─── Entries shown ───

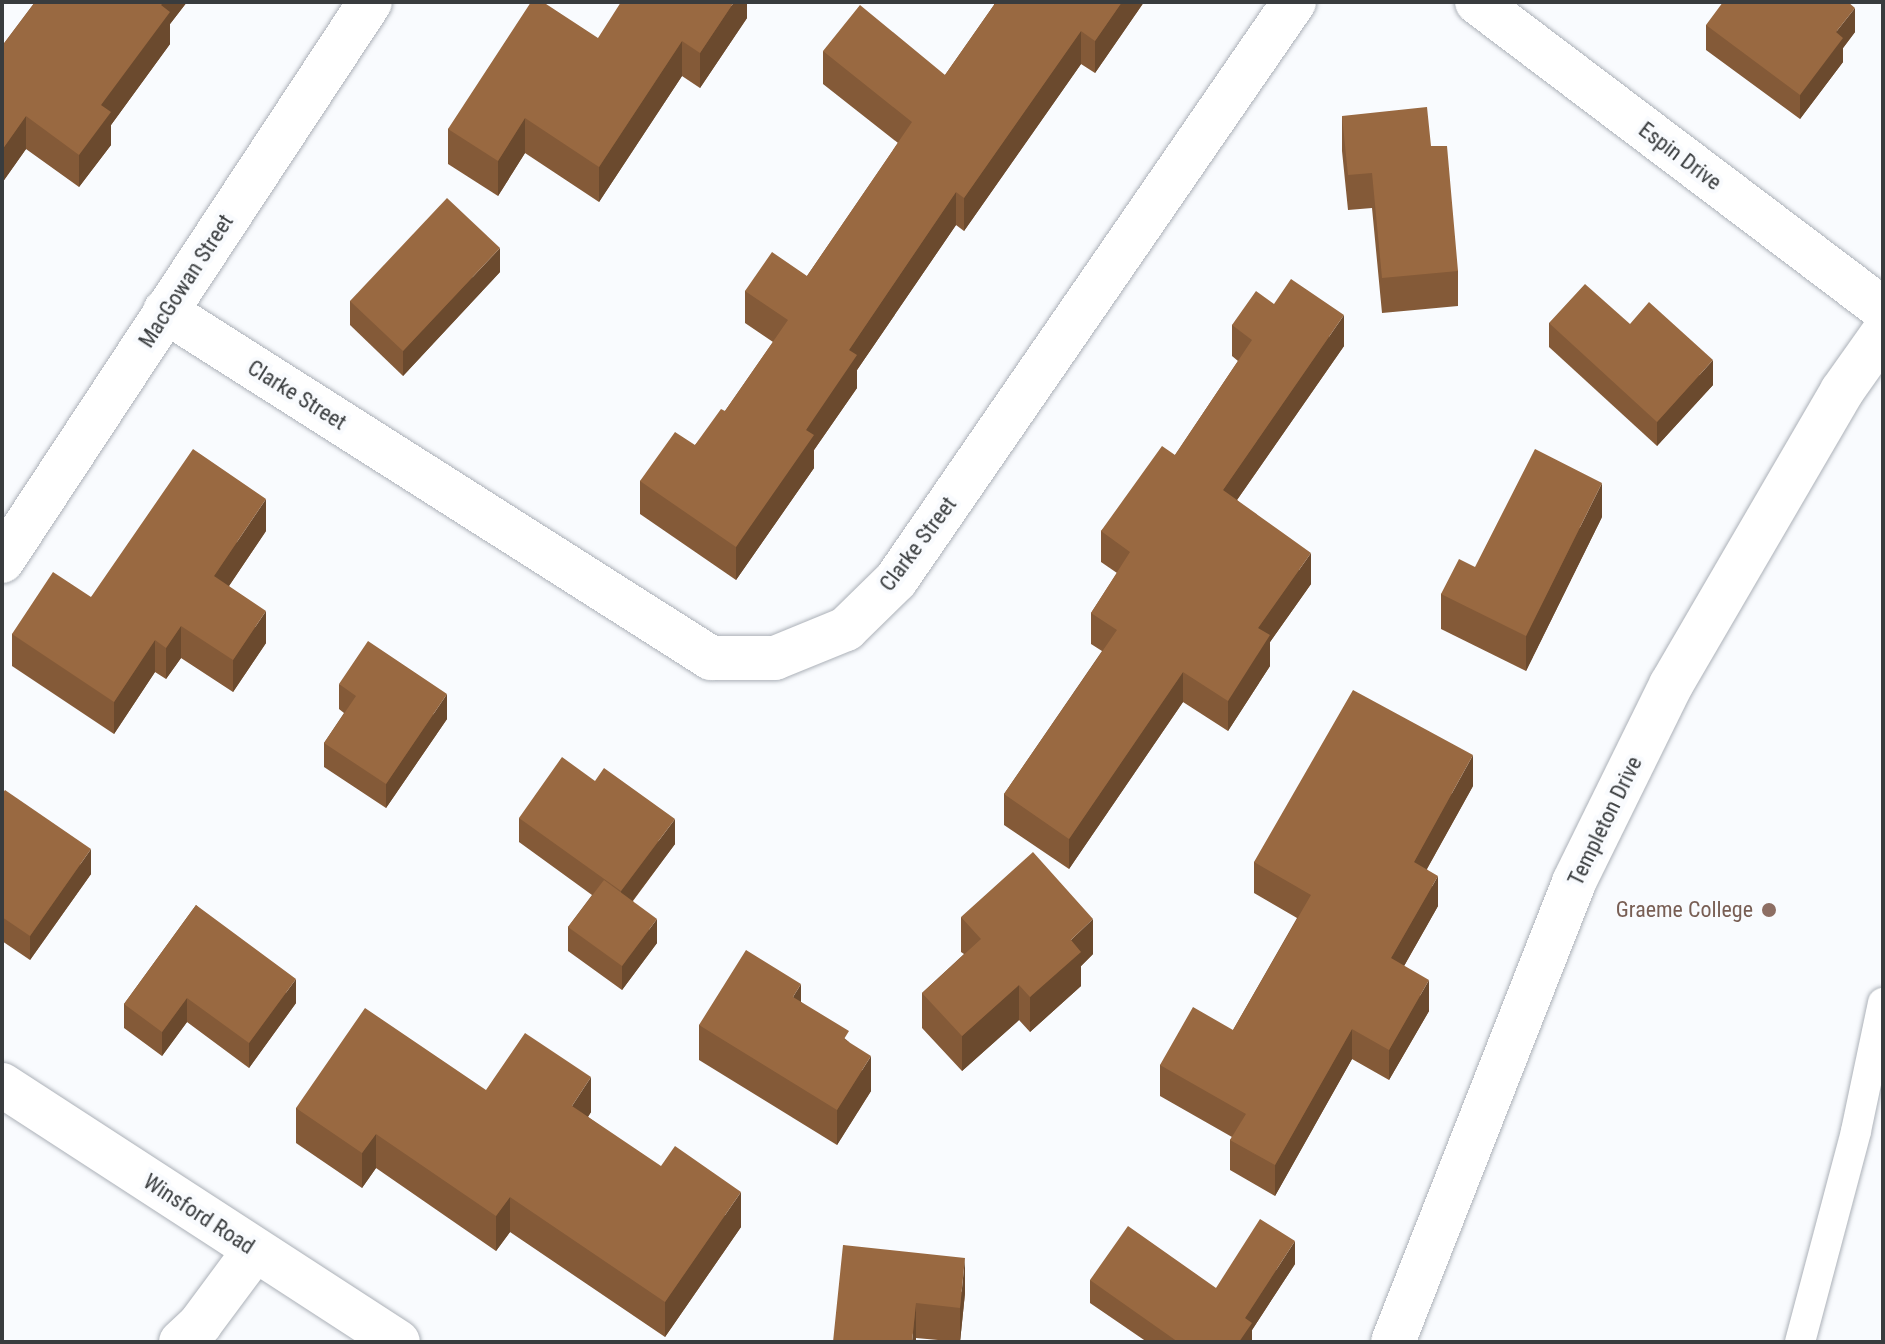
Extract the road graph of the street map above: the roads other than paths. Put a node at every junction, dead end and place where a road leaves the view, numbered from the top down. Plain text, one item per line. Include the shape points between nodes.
1 (370, 2) edge
2 (1294, 2) edge
3 (1477, 2) edge
4 (1883, 309) edge
5 (165, 311) junction
6 (1883, 333) edge
7 (2, 561) edge
8 (1883, 1003) edge
9 (2, 1085) edge
10 (255, 1250) junction
11 (181, 1342) edge
12 (398, 1342) edge
13 (1393, 1342) edge
14 (1800, 1342) edge

1 - 5 street, MacGowan Street
2 - 5 street, Clarke Street via 896,580 846,629 775,658 711,658
3 - 4 street, Espin Drive
5 - 7 street, MacGowan Street
6 - 13 street, Templeton Drive via 1819,429 1671,685 1574,882
8 - 14 lane via 1856,1131
9 - 10 street, Winsford Road
10 - 11 street
10 - 12 street, Winsford Road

───

Work instructions = Word for word, return the records shown above without their pictures.

Answer to the exercise =
Extract the road graph of the street map above: the roads other than paths. Put a node at every junction, dead end and place where a road leaves the view, numbered from the top down. Plain text, one item per line. Include the shape points between nodes.
1 (370, 2) edge
2 (1294, 2) edge
3 (1477, 2) edge
4 (1883, 309) edge
5 (165, 311) junction
6 (1883, 333) edge
7 (2, 561) edge
8 (1883, 1003) edge
9 (2, 1085) edge
10 (255, 1250) junction
11 (181, 1342) edge
12 (398, 1342) edge
13 (1393, 1342) edge
14 (1800, 1342) edge

1 - 5 street, MacGowan Street
2 - 5 street, Clarke Street via 896,580 846,629 775,658 711,658
3 - 4 street, Espin Drive
5 - 7 street, MacGowan Street
6 - 13 street, Templeton Drive via 1819,429 1671,685 1574,882
8 - 14 lane via 1856,1131
9 - 10 street, Winsford Road
10 - 11 street
10 - 12 street, Winsford Road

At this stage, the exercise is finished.